The reason is simple enough. Reform and rebellion have been closely intertwined, both having sprung from the same source. By the same source I mean the body of theologians, mentioned in Chapter One, who led the reform party and were responsible for what is new or seemingly new in the Council documents. Although they did not see eye to eye on every point, their aims were sufficiently alike for them to work together during the Council more or less as one, and they rapidly became its chief interpreters.

Books explaining what they had in mind or what they thought needed to be done had been pouring from Catholic publishing houses from the moment Pope John announced the Council, and during the Council itself or between meetings of the general assembly they gave lectures, some official, some not, to groups of bishops and their assistants in order to familiarise them with the new thinking. Thus they were able to win over numbers of bishops to their view, of what the Council was about, while much of its work was still to be done.

They had other advantages. Since 1963 they had had their own news agency, IDOC, started by the Dutch hierarchy, and from 1965 their own theological quarterly Concilium to explain to theologians and the higher clergy what the Council was doing. They also had the backing of the world press. They were the party of change and change suggested that the Church might be about to abandon some of her more "unpalatable" doctrines.

In these circumstances, it is not surprising that the new theology, of which they were among the chief representatives, rapidly came to be identified with the voice of the Church.

But were they identical? As the Council proceeded, more and more people began to realise that the errors beginning to circulate in the Church at large were not coming from men on the fringes of the theological world but from within the reform party itself; that not only were some of the reformers trying to influence the decrees in a way unacceptable to the magisterium, but that the new theology carried within it — in addition to ideas the Church could make use of — the seeds of a revived modernism.1

If this estimate of events is incorrect, if there was not something amiss with the new theology, or elements in it, the revival of modernism becomes impossible to explain. It could not conceivably have been the work of outsiders alone. By the end of the Council the prestige of the new theologians was unparalleled. They would only have had to band together and shout "Hold your tongues. That isn't what we were saying", and any outsiders would have been silenced.

The crucial conflicts at the Council were about these attempts to give a heterodox or partly heterodox meaning to the new orientations. The most dramatic concerned the passage in the decree on the Church (Lumen Gentium, the Council's key document) about collegiality. Does the fact that the bishops together with the Pope rule the Church as a "college" mean that the Pope is merely the college's spokesman? Pope Paul had to intervene at the last minute to make clear that it did not. He also had to issue two encyclicals during the Council, one on the Church (Ecclesiam Suam), the other on the Eucharist (Mysterium Fidei), to explain how the Council's teaching on these subjects was and was not to be understood.
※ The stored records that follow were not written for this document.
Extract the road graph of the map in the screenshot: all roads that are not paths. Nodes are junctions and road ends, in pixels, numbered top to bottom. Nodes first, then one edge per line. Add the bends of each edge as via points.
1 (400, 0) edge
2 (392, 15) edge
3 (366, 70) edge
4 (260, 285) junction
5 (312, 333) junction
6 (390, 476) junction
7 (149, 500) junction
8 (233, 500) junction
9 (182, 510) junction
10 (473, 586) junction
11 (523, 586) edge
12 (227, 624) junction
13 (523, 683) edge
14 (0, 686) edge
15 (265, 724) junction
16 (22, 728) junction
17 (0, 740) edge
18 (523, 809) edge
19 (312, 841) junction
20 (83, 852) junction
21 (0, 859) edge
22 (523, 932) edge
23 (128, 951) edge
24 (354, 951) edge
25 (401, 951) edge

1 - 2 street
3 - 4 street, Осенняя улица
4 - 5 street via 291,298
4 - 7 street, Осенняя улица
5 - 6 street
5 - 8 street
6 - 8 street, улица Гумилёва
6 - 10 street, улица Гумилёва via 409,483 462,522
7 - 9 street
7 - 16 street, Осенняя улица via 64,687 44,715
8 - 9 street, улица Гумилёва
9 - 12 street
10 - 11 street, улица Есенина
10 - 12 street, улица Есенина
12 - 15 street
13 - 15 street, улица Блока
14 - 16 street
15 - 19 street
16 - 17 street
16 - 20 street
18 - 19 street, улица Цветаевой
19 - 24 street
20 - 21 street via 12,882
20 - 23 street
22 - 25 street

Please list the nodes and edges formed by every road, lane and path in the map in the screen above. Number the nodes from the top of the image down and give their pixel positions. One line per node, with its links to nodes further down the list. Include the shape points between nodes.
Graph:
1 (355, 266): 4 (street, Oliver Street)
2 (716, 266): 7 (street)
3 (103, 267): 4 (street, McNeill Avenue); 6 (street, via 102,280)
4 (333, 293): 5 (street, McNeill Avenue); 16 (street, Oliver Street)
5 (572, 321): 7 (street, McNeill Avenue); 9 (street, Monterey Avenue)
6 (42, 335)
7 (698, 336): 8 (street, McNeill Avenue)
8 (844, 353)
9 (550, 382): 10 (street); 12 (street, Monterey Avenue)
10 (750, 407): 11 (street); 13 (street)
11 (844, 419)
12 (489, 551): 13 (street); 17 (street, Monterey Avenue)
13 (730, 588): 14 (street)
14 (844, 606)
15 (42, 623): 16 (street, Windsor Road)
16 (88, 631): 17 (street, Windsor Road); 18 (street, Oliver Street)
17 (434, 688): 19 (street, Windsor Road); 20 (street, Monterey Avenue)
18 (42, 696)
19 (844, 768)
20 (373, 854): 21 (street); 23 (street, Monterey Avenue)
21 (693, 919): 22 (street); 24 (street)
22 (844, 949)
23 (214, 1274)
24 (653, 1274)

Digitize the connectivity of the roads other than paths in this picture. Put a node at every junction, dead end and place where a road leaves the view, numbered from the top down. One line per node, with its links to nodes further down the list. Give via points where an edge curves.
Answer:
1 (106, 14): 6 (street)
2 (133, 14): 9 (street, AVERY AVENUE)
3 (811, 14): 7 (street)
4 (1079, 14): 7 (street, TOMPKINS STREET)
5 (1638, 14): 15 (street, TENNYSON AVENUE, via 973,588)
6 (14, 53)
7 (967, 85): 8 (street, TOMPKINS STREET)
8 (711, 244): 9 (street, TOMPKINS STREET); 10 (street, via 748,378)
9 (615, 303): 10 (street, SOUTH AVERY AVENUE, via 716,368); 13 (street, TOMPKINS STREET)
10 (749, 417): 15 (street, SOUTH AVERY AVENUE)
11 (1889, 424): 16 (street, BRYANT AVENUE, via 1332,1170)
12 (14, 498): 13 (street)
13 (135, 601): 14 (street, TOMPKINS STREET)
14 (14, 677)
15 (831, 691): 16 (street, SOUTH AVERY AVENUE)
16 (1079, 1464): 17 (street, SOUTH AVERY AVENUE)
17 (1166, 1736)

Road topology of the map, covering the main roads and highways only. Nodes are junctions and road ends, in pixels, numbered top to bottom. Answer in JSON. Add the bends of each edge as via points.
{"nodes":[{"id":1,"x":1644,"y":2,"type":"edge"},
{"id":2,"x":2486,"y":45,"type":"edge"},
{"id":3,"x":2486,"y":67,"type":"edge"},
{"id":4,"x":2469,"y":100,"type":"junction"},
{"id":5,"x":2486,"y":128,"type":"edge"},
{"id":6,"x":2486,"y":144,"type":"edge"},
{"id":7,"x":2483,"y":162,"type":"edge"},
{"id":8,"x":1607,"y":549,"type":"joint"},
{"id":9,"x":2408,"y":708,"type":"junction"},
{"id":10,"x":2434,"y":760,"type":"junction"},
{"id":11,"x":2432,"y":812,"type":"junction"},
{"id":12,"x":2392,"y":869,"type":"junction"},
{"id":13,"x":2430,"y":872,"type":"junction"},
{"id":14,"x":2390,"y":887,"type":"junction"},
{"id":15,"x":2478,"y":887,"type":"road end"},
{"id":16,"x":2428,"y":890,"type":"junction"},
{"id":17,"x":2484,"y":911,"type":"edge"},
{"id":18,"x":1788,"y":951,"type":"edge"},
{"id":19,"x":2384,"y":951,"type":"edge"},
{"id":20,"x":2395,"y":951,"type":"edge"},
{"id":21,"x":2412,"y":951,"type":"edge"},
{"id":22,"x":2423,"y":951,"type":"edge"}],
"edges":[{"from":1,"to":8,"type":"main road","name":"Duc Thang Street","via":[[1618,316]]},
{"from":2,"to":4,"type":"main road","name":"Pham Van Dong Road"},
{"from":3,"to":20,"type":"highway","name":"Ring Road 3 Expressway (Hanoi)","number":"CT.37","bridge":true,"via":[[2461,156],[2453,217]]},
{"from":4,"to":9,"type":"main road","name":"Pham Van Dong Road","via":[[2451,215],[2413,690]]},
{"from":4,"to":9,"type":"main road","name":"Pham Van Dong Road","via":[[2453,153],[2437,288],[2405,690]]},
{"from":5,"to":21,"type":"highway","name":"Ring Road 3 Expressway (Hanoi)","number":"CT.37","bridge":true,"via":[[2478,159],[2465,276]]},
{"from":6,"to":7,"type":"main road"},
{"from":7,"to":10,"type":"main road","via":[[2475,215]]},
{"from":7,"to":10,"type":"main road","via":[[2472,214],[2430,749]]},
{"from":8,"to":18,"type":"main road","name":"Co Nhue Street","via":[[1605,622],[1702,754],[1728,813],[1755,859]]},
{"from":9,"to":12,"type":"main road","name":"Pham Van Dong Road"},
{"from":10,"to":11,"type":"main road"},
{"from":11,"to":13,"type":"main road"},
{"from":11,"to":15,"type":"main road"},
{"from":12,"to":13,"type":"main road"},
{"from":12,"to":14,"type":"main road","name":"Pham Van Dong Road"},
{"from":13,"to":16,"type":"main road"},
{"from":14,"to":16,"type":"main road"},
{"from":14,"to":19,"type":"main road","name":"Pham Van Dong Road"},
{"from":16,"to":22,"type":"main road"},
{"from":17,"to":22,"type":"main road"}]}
For a time, the authorities were able to keep the more disagreeable of these facts partially out of sight. Concealment was made easier by the post-conciliar euphoria. The euphoria was natural enough. There is always something appealing in new beginnings, and any of the faithful who thought about it knew there was plenty in Catholic life that could be improved. But with the publication of Pope Paul's encyclical Humanae Vitae against contraception in 1968, disguise was no longer possible. Headed by Fr. Karl Rahner and Fr. Edward Schillebeeckx, with the help of Fr. Hans Küng (not an original thinker but a propagandist of the first rank), the rebellion became public. For the next 10-15 years, Rahner and his allies were to be the interpreters of the Council for the media and the majority of Western Catholics.2 Not only Humanae Vitae, but a whole spectrum of Catholic beliefs was openly challenged.

It was as though Luther's rebellion had been delayed fifty years, breaking out immediately after the last sessions of the Council of Trent, with Luther, Melancthon and Zwingli having first taken part in it as theological experts.

Pope Paul had prepared for the explosion by declaring the 12 months from June 1967 to June 1968 a "Year of Faith", and closing it with the publication of his Creed of the People of God, which, taking the articles of the creed one by one, reaffirmed the Church's beliefs on each contested point.

None of this means that the Council was not a work of God as well as man, but it was clearly a much more mysterious work of God than many people seem to have been willing to recognise.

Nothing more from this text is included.